• _Work order_: Please retype every entry below, keeping it exactly the same.

(Saved entries)

++++

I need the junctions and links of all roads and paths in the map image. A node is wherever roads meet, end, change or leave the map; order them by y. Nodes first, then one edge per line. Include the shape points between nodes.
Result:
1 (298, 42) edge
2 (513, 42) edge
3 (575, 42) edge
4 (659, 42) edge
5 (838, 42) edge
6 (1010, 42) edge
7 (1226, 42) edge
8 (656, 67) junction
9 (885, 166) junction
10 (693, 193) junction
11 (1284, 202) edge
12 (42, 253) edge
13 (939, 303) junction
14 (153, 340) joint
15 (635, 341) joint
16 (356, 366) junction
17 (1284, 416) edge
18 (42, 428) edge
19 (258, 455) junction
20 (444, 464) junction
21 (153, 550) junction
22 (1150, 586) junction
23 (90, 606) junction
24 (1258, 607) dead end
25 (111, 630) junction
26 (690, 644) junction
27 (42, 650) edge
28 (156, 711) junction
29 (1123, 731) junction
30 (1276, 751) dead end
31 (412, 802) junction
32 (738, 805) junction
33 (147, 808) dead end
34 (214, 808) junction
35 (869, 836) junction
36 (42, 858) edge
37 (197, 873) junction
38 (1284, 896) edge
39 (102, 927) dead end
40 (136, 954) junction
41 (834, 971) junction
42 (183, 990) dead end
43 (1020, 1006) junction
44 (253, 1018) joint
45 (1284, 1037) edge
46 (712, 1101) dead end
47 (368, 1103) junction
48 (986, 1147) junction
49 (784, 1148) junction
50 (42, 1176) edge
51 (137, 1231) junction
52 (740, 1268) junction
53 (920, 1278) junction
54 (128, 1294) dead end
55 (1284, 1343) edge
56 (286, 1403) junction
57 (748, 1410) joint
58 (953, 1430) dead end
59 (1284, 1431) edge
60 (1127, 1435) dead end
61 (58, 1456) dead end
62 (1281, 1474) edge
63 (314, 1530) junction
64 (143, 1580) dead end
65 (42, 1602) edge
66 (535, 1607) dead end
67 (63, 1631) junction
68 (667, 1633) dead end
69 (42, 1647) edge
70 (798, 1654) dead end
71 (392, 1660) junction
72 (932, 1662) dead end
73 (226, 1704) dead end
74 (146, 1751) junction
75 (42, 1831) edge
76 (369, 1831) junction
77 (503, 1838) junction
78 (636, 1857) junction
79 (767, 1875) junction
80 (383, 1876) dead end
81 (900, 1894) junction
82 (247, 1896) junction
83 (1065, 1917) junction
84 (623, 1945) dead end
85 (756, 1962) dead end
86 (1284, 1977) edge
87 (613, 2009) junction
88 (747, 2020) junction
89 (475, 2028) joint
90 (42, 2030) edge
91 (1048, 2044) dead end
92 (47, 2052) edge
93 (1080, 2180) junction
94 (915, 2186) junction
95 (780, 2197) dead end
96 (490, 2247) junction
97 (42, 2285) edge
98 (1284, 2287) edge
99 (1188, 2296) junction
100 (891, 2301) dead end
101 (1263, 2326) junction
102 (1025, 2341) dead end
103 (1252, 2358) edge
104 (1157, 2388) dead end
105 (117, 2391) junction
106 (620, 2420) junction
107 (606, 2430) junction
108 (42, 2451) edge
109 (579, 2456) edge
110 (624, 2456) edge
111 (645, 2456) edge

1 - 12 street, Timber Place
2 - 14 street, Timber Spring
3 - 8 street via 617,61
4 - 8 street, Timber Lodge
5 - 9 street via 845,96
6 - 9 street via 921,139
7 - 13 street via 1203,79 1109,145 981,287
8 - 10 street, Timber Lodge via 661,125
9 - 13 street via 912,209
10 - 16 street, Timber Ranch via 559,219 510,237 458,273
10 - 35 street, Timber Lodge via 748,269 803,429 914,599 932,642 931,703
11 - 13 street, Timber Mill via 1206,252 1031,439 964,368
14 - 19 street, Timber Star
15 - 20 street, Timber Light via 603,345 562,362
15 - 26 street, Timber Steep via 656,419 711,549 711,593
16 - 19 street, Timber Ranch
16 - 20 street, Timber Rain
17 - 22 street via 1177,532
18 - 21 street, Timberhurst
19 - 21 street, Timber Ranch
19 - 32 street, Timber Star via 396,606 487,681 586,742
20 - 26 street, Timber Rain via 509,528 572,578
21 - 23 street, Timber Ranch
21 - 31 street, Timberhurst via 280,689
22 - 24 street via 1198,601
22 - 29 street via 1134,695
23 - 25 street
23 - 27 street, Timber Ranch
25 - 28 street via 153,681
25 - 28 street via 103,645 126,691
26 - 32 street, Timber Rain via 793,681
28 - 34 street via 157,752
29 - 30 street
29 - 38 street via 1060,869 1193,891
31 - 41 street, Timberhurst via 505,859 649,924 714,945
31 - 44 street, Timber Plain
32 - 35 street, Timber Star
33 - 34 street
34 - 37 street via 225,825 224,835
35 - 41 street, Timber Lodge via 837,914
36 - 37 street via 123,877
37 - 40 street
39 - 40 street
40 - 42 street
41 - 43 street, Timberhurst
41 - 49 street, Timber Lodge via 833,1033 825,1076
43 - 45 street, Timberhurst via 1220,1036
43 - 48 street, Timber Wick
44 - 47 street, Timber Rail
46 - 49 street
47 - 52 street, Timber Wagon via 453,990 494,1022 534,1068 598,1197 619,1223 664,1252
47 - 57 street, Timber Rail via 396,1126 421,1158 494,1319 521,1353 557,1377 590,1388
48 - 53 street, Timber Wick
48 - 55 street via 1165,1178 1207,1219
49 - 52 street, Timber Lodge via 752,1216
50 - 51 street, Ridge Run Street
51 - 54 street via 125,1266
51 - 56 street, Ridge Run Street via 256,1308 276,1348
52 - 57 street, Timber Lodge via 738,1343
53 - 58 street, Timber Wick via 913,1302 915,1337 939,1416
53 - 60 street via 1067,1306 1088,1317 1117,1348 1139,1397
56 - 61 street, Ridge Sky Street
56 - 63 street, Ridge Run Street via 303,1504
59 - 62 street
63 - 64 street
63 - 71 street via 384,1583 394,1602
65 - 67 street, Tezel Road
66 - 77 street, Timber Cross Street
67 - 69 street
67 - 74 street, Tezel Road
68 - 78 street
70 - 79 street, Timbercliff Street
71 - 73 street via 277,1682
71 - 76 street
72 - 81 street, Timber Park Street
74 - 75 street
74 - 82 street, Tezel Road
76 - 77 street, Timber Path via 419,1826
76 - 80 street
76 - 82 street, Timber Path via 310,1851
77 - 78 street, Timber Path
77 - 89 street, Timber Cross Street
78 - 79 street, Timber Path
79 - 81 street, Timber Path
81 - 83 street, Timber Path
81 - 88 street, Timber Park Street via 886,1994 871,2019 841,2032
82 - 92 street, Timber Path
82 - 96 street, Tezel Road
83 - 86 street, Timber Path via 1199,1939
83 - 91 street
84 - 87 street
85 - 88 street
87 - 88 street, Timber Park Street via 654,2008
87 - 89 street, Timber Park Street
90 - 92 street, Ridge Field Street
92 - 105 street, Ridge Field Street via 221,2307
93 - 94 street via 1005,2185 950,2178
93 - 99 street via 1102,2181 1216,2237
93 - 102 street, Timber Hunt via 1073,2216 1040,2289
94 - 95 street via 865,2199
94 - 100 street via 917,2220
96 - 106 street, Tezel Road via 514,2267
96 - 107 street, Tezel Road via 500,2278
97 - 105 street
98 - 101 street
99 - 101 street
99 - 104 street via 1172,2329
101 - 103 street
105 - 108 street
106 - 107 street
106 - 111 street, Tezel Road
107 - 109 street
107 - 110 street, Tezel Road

++++

• _Finished task_:
I need the junctions and links of all roads and paths in the map image. A node is wherever roads meet, end, change or leave the map; order them by y. Nodes first, then one edge per line. Include the shape points between nodes.
Result:
1 (298, 42) edge
2 (513, 42) edge
3 (575, 42) edge
4 (659, 42) edge
5 (838, 42) edge
6 (1010, 42) edge
7 (1226, 42) edge
8 (656, 67) junction
9 (885, 166) junction
10 (693, 193) junction
11 (1284, 202) edge
12 (42, 253) edge
13 (939, 303) junction
14 (153, 340) joint
15 (635, 341) joint
16 (356, 366) junction
17 (1284, 416) edge
18 (42, 428) edge
19 (258, 455) junction
20 (444, 464) junction
21 (153, 550) junction
22 (1150, 586) junction
23 (90, 606) junction
24 (1258, 607) dead end
25 (111, 630) junction
26 (690, 644) junction
27 (42, 650) edge
28 (156, 711) junction
29 (1123, 731) junction
30 (1276, 751) dead end
31 (412, 802) junction
32 (738, 805) junction
33 (147, 808) dead end
34 (214, 808) junction
35 (869, 836) junction
36 (42, 858) edge
37 (197, 873) junction
38 (1284, 896) edge
39 (102, 927) dead end
40 (136, 954) junction
41 (834, 971) junction
42 (183, 990) dead end
43 (1020, 1006) junction
44 (253, 1018) joint
45 (1284, 1037) edge
46 (712, 1101) dead end
47 (368, 1103) junction
48 (986, 1147) junction
49 (784, 1148) junction
50 (42, 1176) edge
51 (137, 1231) junction
52 (740, 1268) junction
53 (920, 1278) junction
54 (128, 1294) dead end
55 (1284, 1343) edge
56 (286, 1403) junction
57 (748, 1410) joint
58 (953, 1430) dead end
59 (1284, 1431) edge
60 (1127, 1435) dead end
61 (58, 1456) dead end
62 (1281, 1474) edge
63 (314, 1530) junction
64 (143, 1580) dead end
65 (42, 1602) edge
66 (535, 1607) dead end
67 (63, 1631) junction
68 (667, 1633) dead end
69 (42, 1647) edge
70 (798, 1654) dead end
71 (392, 1660) junction
72 (932, 1662) dead end
73 (226, 1704) dead end
74 (146, 1751) junction
75 (42, 1831) edge
76 (369, 1831) junction
77 (503, 1838) junction
78 (636, 1857) junction
79 (767, 1875) junction
80 (383, 1876) dead end
81 (900, 1894) junction
82 (247, 1896) junction
83 (1065, 1917) junction
84 (623, 1945) dead end
85 (756, 1962) dead end
86 (1284, 1977) edge
87 (613, 2009) junction
88 (747, 2020) junction
89 (475, 2028) joint
90 (42, 2030) edge
91 (1048, 2044) dead end
92 (47, 2052) edge
93 (1080, 2180) junction
94 (915, 2186) junction
95 (780, 2197) dead end
96 (490, 2247) junction
97 (42, 2285) edge
98 (1284, 2287) edge
99 (1188, 2296) junction
100 (891, 2301) dead end
101 (1263, 2326) junction
102 (1025, 2341) dead end
103 (1252, 2358) edge
104 (1157, 2388) dead end
105 (117, 2391) junction
106 (620, 2420) junction
107 (606, 2430) junction
108 (42, 2451) edge
109 (579, 2456) edge
110 (624, 2456) edge
111 (645, 2456) edge

1 - 12 street, Timber Place
2 - 14 street, Timber Spring
3 - 8 street via 617,61
4 - 8 street, Timber Lodge
5 - 9 street via 845,96
6 - 9 street via 921,139
7 - 13 street via 1203,79 1109,145 981,287
8 - 10 street, Timber Lodge via 661,125
9 - 13 street via 912,209
10 - 16 street, Timber Ranch via 559,219 510,237 458,273
10 - 35 street, Timber Lodge via 748,269 803,429 914,599 932,642 931,703
11 - 13 street, Timber Mill via 1206,252 1031,439 964,368
14 - 19 street, Timber Star
15 - 20 street, Timber Light via 603,345 562,362
15 - 26 street, Timber Steep via 656,419 711,549 711,593
16 - 19 street, Timber Ranch
16 - 20 street, Timber Rain
17 - 22 street via 1177,532
18 - 21 street, Timberhurst
19 - 21 street, Timber Ranch
19 - 32 street, Timber Star via 396,606 487,681 586,742
20 - 26 street, Timber Rain via 509,528 572,578
21 - 23 street, Timber Ranch
21 - 31 street, Timberhurst via 280,689
22 - 24 street via 1198,601
22 - 29 street via 1134,695
23 - 25 street
23 - 27 street, Timber Ranch
25 - 28 street via 153,681
25 - 28 street via 103,645 126,691
26 - 32 street, Timber Rain via 793,681
28 - 34 street via 157,752
29 - 30 street
29 - 38 street via 1060,869 1193,891
31 - 41 street, Timberhurst via 505,859 649,924 714,945
31 - 44 street, Timber Plain
32 - 35 street, Timber Star
33 - 34 street
34 - 37 street via 225,825 224,835
35 - 41 street, Timber Lodge via 837,914
36 - 37 street via 123,877
37 - 40 street
39 - 40 street
40 - 42 street
41 - 43 street, Timberhurst
41 - 49 street, Timber Lodge via 833,1033 825,1076
43 - 45 street, Timberhurst via 1220,1036
43 - 48 street, Timber Wick
44 - 47 street, Timber Rail
46 - 49 street
47 - 52 street, Timber Wagon via 453,990 494,1022 534,1068 598,1197 619,1223 664,1252
47 - 57 street, Timber Rail via 396,1126 421,1158 494,1319 521,1353 557,1377 590,1388
48 - 53 street, Timber Wick
48 - 55 street via 1165,1178 1207,1219
49 - 52 street, Timber Lodge via 752,1216
50 - 51 street, Ridge Run Street
51 - 54 street via 125,1266
51 - 56 street, Ridge Run Street via 256,1308 276,1348
52 - 57 street, Timber Lodge via 738,1343
53 - 58 street, Timber Wick via 913,1302 915,1337 939,1416
53 - 60 street via 1067,1306 1088,1317 1117,1348 1139,1397
56 - 61 street, Ridge Sky Street
56 - 63 street, Ridge Run Street via 303,1504
59 - 62 street
63 - 64 street
63 - 71 street via 384,1583 394,1602
65 - 67 street, Tezel Road
66 - 77 street, Timber Cross Street
67 - 69 street
67 - 74 street, Tezel Road
68 - 78 street
70 - 79 street, Timbercliff Street
71 - 73 street via 277,1682
71 - 76 street
72 - 81 street, Timber Park Street
74 - 75 street
74 - 82 street, Tezel Road
76 - 77 street, Timber Path via 419,1826
76 - 80 street
76 - 82 street, Timber Path via 310,1851
77 - 78 street, Timber Path
77 - 89 street, Timber Cross Street
78 - 79 street, Timber Path
79 - 81 street, Timber Path
81 - 83 street, Timber Path
81 - 88 street, Timber Park Street via 886,1994 871,2019 841,2032
82 - 92 street, Timber Path
82 - 96 street, Tezel Road
83 - 86 street, Timber Path via 1199,1939
83 - 91 street
84 - 87 street
85 - 88 street
87 - 88 street, Timber Park Street via 654,2008
87 - 89 street, Timber Park Street
90 - 92 street, Ridge Field Street
92 - 105 street, Ridge Field Street via 221,2307
93 - 94 street via 1005,2185 950,2178
93 - 99 street via 1102,2181 1216,2237
93 - 102 street, Timber Hunt via 1073,2216 1040,2289
94 - 95 street via 865,2199
94 - 100 street via 917,2220
96 - 106 street, Tezel Road via 514,2267
96 - 107 street, Tezel Road via 500,2278
97 - 105 street
98 - 101 street
99 - 101 street
99 - 104 street via 1172,2329
101 - 103 street
105 - 108 street
106 - 107 street
106 - 111 street, Tezel Road
107 - 109 street
107 - 110 street, Tezel Road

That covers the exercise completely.